- [WHAT YOU WILL DO]: Identify all lines in the data containing the string "TURNSTRASSE". Copy them out.

- [LISTED ENTRIES]:
************
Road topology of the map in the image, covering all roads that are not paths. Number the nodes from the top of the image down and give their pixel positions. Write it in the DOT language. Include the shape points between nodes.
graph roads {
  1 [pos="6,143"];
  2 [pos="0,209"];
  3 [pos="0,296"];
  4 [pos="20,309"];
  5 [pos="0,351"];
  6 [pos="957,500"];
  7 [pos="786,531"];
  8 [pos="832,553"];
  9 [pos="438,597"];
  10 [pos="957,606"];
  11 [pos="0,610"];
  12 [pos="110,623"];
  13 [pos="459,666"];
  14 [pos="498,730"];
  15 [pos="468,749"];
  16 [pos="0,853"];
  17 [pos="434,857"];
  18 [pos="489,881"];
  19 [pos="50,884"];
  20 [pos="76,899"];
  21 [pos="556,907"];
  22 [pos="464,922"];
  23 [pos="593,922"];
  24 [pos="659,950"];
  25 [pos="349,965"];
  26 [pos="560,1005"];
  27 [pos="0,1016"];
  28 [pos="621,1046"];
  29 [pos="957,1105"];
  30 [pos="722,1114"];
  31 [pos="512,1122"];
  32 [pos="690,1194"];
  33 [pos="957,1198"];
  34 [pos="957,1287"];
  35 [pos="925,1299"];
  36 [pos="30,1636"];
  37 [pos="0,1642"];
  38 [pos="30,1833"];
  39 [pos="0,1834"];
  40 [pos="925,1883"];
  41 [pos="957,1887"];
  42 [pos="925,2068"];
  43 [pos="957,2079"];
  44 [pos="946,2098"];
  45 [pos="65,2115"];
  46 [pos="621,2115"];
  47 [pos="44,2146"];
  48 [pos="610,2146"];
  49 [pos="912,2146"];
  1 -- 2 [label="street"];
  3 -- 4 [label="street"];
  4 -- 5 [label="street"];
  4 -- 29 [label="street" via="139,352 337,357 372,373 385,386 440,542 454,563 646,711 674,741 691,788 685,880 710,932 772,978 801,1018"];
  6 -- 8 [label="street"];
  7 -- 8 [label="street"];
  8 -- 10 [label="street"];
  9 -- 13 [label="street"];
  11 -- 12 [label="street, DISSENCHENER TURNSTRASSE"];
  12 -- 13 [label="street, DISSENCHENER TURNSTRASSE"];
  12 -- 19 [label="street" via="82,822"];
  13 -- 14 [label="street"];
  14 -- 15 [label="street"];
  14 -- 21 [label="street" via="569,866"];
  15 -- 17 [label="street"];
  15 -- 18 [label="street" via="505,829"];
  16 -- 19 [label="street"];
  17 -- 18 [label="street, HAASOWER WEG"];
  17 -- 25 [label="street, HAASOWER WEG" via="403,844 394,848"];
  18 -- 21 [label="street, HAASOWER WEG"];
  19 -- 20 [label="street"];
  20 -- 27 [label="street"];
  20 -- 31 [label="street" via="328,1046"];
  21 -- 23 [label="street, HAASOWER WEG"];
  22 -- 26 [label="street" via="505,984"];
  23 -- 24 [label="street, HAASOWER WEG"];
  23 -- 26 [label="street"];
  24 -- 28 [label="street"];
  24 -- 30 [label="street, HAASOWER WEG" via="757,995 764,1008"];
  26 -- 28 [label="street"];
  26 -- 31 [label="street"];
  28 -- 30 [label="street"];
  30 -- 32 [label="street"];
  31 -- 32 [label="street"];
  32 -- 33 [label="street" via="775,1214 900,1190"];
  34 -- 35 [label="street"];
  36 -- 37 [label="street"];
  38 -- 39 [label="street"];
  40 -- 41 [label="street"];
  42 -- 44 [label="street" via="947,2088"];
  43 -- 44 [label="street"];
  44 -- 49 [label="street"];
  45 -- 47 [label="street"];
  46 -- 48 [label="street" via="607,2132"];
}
************
- [EXPECTED ANSWER]:
  11 -- 12 [label="street, DISSENCHENER TURNSTRASSE"];
  12 -- 13 [label="street, DISSENCHENER TURNSTRASSE"];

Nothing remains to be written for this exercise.